In step 203, according to the execution time of each function, the execution performance information of each function is obtained, and the execution performance information is used for indicating whether the corresponding function is abnormal in execution.

In the embodiment of the disclosure, the server determines the execution performance information of each function according to the acquired execution time of each function in the target application program, and indicates that the function is abnormal when the execution time is abnormal.

When at least one calling function in the target application program has execution abnormity, the target application program has execution abnormity.

In summary, the function execution performance monitoring method provided in the embodiment of the present disclosure. Through the scheme, the computer equipment determines the execution time of each function through the stack information data of each time point, so that the purpose of judging whether each function is abnormal to execute is achieved.
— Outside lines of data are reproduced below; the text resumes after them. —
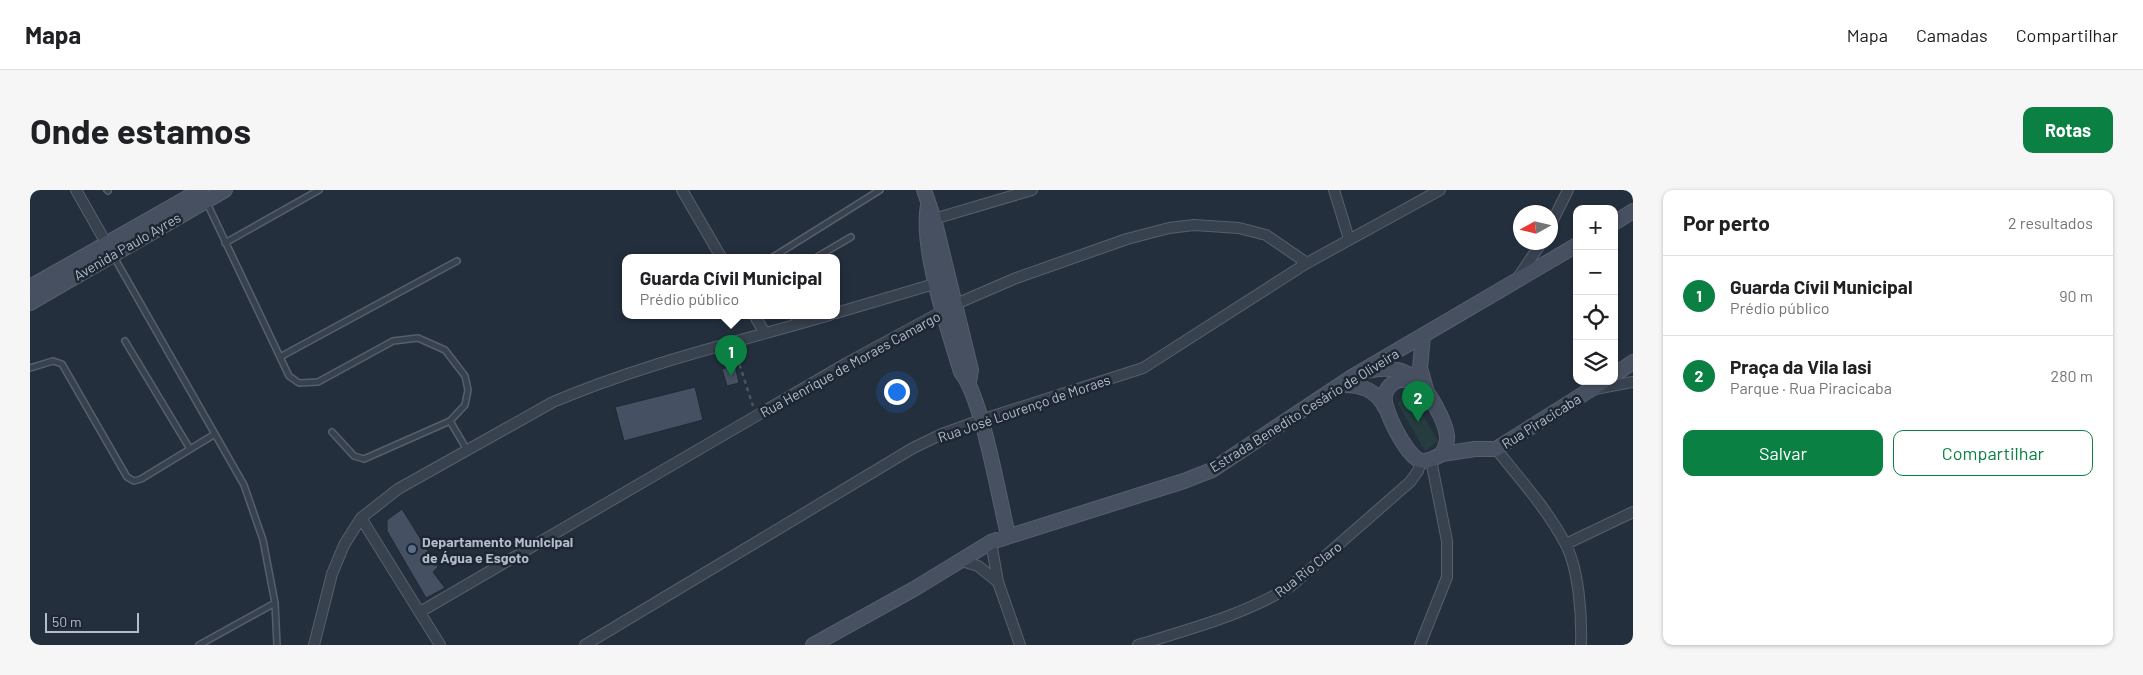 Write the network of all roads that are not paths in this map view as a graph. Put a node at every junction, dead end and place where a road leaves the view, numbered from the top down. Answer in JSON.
{"nodes":[{"id":1,"x":76,"y":190,"type":"edge"},
{"id":2,"x":225,"y":190,"type":"edge"},
{"id":3,"x":318,"y":190,"type":"edge"},
{"id":4,"x":682,"y":190,"type":"edge"},
{"id":5,"x":880,"y":190,"type":"edge"},
{"id":6,"x":924,"y":190,"type":"edge"},
{"id":7,"x":1032,"y":190,"type":"edge"},
{"id":8,"x":1334,"y":190,"type":"edge"},
{"id":9,"x":1440,"y":190,"type":"edge"},
{"id":10,"x":1568,"y":190,"type":"edge"},
{"id":11,"x":202,"y":194,"type":"edge"},
{"id":12,"x":1558,"y":210,"type":"edge"},
{"id":13,"x":1633,"y":211,"type":"edge"},
{"id":14,"x":1618,"y":220,"type":"edge"},
{"id":15,"x":929,"y":221,"type":"junction"},
{"id":16,"x":851,"y":237,"type":"dead end"},
{"id":17,"x":1349,"y":239,"type":"junction"},
{"id":18,"x":105,"y":242,"type":"junction"},
{"id":19,"x":225,"y":243,"type":"junction"},
{"id":20,"x":1573,"y":247,"type":"edge"},
{"id":21,"x":1536,"y":250,"type":"edge"},
{"id":22,"x":719,"y":254,"type":"edge"},
{"id":23,"x":779,"y":254,"type":"edge"},
{"id":24,"x":822,"y":254,"type":"edge"},
{"id":25,"x":113,"y":255,"type":"junction"},
{"id":26,"x":457,"y":261,"type":"dead end"},
{"id":27,"x":1307,"y":263,"type":"junction"},
{"id":28,"x":943,"y":281,"type":"junction"},
{"id":29,"x":1513,"y":283,"type":"junction"},
{"id":30,"x":30,"y":286,"type":"edge"},
{"id":31,"x":30,"y":303,"type":"edge"},
{"id":32,"x":950,"y":307,"type":"junction"},
{"id":33,"x":840,"y":312,"type":"edge"},
{"id":34,"x":756,"y":319,"type":"edge"},
{"id":35,"x":795,"y":320,"type":"edge"},
{"id":36,"x":765,"y":333,"type":"junction"},
{"id":37,"x":1423,"y":336,"type":"junction"},
{"id":38,"x":125,"y":341,"type":"dead end"},
{"id":39,"x":1396,"y":351,"type":"junction"},
{"id":40,"x":280,"y":357,"type":"junction"},
{"id":41,"x":1633,"y":362,"type":"edge"},
{"id":42,"x":30,"y":368,"type":"edge"},
{"id":43,"x":1388,"y":369,"type":"junction"},
{"id":44,"x":1360,"y":372,"type":"junction"},
{"id":45,"x":1618,"y":372,"type":"edge"},
{"id":46,"x":1633,"y":382,"type":"edge"},
{"id":47,"x":1340,"y":385,"type":"junction"},
{"id":48,"x":1598,"y":385,"type":"edge"},
{"id":49,"x":1423,"y":389,"type":"junction"},
{"id":50,"x":1592,"y":389,"type":"junction"},
{"id":51,"x":1385,"y":403,"type":"junction"},
{"id":52,"x":981,"y":420,"type":"junction"},
{"id":53,"x":450,"y":421,"type":"junction"},
{"id":54,"x":332,"y":432,"type":"dead end"},
{"id":55,"x":216,"y":434,"type":"junction"},
{"id":56,"x":1448,"y":437,"type":"junction"},
{"id":57,"x":190,"y":449,"type":"junction"},
{"id":58,"x":1475,"y":449,"type":"junction"},
{"id":59,"x":468,"y":450,"type":"junction"},
{"id":60,"x":1496,"y":450,"type":"junction"},
{"id":61,"x":1431,"y":458,"type":"junction"},
{"id":62,"x":1633,"y":512,"type":"edge"},
{"id":63,"x":361,"y":518,"type":"junction"},
{"id":64,"x":1008,"y":535,"type":"junction"},
{"id":65,"x":991,"y":542,"type":"junction"},
{"id":66,"x":1566,"y":544,"type":"junction"},
{"id":67,"x":959,"y":560,"type":"junction"},
{"id":68,"x":998,"y":582,"type":"junction"},
{"id":69,"x":275,"y":603,"type":"junction"},
{"id":70,"x":420,"y":612,"type":"junction"},
{"id":71,"x":199,"y":645,"type":"edge"},
{"id":72,"x":277,"y":645,"type":"edge"},
{"id":73,"x":314,"y":645,"type":"edge"},
{"id":74,"x":440,"y":645,"type":"edge"},
{"id":75,"x":585,"y":645,"type":"edge"},
{"id":76,"x":814,"y":645,"type":"edge"},
{"id":77,"x":1020,"y":645,"type":"edge"},
{"id":78,"x":1138,"y":645,"type":"edge"},
{"id":79,"x":1420,"y":645,"type":"edge"},
{"id":80,"x":1581,"y":645,"type":"edge"}],
"edges":[{"from":1,"to":18,"type":"street"},
{"from":2,"to":11,"type":"main road","name":"Avenida Paulo Ayres"},
{"from":3,"to":19,"type":"lane"},
{"from":4,"to":22,"type":"street"},
{"from":5,"to":23,"type":"lane"},
{"from":6,"to":15,"type":"main road"},
{"from":7,"to":15,"type":"street"},
{"from":8,"to":17,"type":"street"},
{"from":9,"to":17,"type":"street","name":"Rua José Lourenço de Moraes"},
{"from":10,"to":12,"type":"street"},
{"from":11,"to":18,"type":"main road","name":"Avenida Paulo Ayres"},
{"from":11,"to":19,"type":"lane"},
{"from":11,"to":25,"type":"main road","name":"Avenida Paulo Ayres"},
{"from":13,"to":14,"type":"main road"},
{"from":15,"to":28,"type":"main road"},
{"from":16,"to":24,"type":"lane"},
{"from":17,"to":27,"type":"street","name":"Rua José Lourenço de Moraes"},
{"from":18,"to":25,"type":"street"},
{"from":18,"to":30,"type":"main road","name":"Avenida Paulo Ayres"},
{"from":19,"to":40,"type":"lane"},
{"from":20,"to":29,"type":"main road","name":"Estrada Benedito Cesário de Oliveira"},
{"from":21,"to":29,"type":"street"},
{"from":25,"to":31,"type":"main road","name":"Avenida Paulo Ayres"},
{"from":25,"to":55,"type":"lane"},
{"from":26,"to":40,"type":"lane"},
{"from":27,"to":32,"type":"street","name":"Rua Henrique de Moraes Camargo"},
{"from":27,"to":52,"type":"street","name":"Rua José Lourenço de Moraes"},
{"from":28,"to":32,"type":"main road"},
{"from":28,"to":33,"type":"street"},
{"from":29,"to":37,"type":"main road","name":"Estrada Benedito Cesário de Oliveira"},
{"from":32,"to":52,"type":"main road"},
{"from":32,"to":70,"type":"street","name":"Rua Henrique de Moraes Camargo"},
{"from":34,"to":36,"type":"street"},
{"from":35,"to":36,"type":"street"},
{"from":36,"to":59,"type":"street"},
{"from":37,"to":39,"type":"main road","name":"Estrada Benedito Cesário de Oliveira"},
{"from":37,"to":49,"type":"main road"},
{"from":38,"to":57,"type":"lane"},
{"from":39,"to":43,"type":"main road"},
{"from":39,"to":44,"type":"main road","name":"Estrada Benedito Cesário de Oliveira"},
{"from":40,"to":53,"type":"lane"},
{"from":41,"to":45,"type":"main road"},
{"from":42,"to":57,"type":"lane"},
{"from":43,"to":44,"type":"main road"},
{"from":43,"to":49,"type":"main road"},
{"from":43,"to":51,"type":"main road"},
{"from":44,"to":47,"type":"main road","name":"Estrada Benedito Cesário de Oliveira"},
{"from":46,"to":50,"type":"street"},
{"from":47,"to":51,"type":"main road"},
{"from":47,"to":64,"type":"main road","name":"Estrada Benedito Cesário de Oliveira"},
{"from":48,"to":50,"type":"main road","name":"Rua Piracicaba"},
{"from":49,"to":51,"type":"main road"},
{"from":49,"to":56,"type":"main road"},
{"from":50,"to":60,"type":"main road","name":"Rua Piracicaba"},
{"from":51,"to":61,"type":"main road"},
{"from":52,"to":64,"type":"main road"},
{"from":52,"to":75,"type":"street","name":"Rua José Lourenço de Moraes"},
{"from":53,"to":54,"type":"lane"},
{"from":53,"to":59,"type":"lane"},
{"from":55,"to":57,"type":"lane"},
{"from":55,"to":69,"type":"lane"},
{"from":56,"to":58,"type":"main road","name":"Rua Piracicaba"},
{"from":56,"to":61,"type":"main road"},
{"from":58,"to":60,"type":"main road","name":"Rua Piracicaba"},
{"from":58,"to":61,"type":"main road","name":"Rua Piracicaba"},
{"from":59,"to":63,"type":"street"},
{"from":60,"to":66,"type":"street"},
{"from":61,"to":78,"type":"street","name":"Rua Rio Claro"},
{"from":61,"to":79,"type":"street"},
{"from":62,"to":66,"type":"street"},
{"from":63,"to":70,"type":"street"},
{"from":63,"to":73,"type":"street"},
{"from":64,"to":65,"type":"main road","name":"Estrada Benedito Cesário de Oliveira"},
{"from":65,"to":67,"type":"main road","name":"Estrada Benedito Cesário de Oliveira"},
{"from":65,"to":68,"type":"street"},
{"from":66,"to":80,"type":"street"},
{"from":67,"to":68,"type":"street"},
{"from":67,"to":76,"type":"main road","name":"Estrada Benedito Cesário de Oliveira"},
{"from":68,"to":77,"type":"street"},
{"from":69,"to":71,"type":"lane"},
{"from":69,"to":72,"type":"lane"},
{"from":70,"to":74,"type":"street"}]}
FIG. 3 is a flow diagram illustrating a method of function execution performance monitoring in accordance with another exemplary embodiment. The function execution performance monitoring method can be applied to computer equipment, and the execution time of each function is determined by carrying out snapshot on stack information data of each time point, so that the purpose of judging whether each function is abnormal in execution is achieved. The computer device may be at least one of the first server 110 and the second server 120 of the system of fig. 1 described above. As shown in fig. 3, the function execution performance monitoring method may include the steps of:

in step 301, specified configuration information is acquired.

In the embodiment of the present disclosure, the terminal acquires the specified configuration information input by the developer setting from the server or acquires the specified configuration information automatically allocated from the server.

The designated configuration information includes at least one of an acquisition time interval, an acquisition frequency, and an acquisition function range for acquiring stack information data. The stack information data is used to indicate a function called by the target application at a corresponding point in time. The acquisition time interval is used for indicating the time interval of the server side for acquiring the stack information data. The acquisition frequency is used for indicating the frequency of the server side for acquiring the stack information data. The collection function range is used for indicating the server end to collect stack information data of a specified code packet, a specified class name or a specified function name.

In a possible implementation manner, a developer inputs at least one of the specified configuration information through the performance observation interface, so that the specified configuration information is stored in the server, and the terminal acquires the specified configuration information from the server.

In another possible implementation manner, the server sends the specified configuration information corresponding to the target application program to the terminal, so that the terminal acquires the specified configuration information.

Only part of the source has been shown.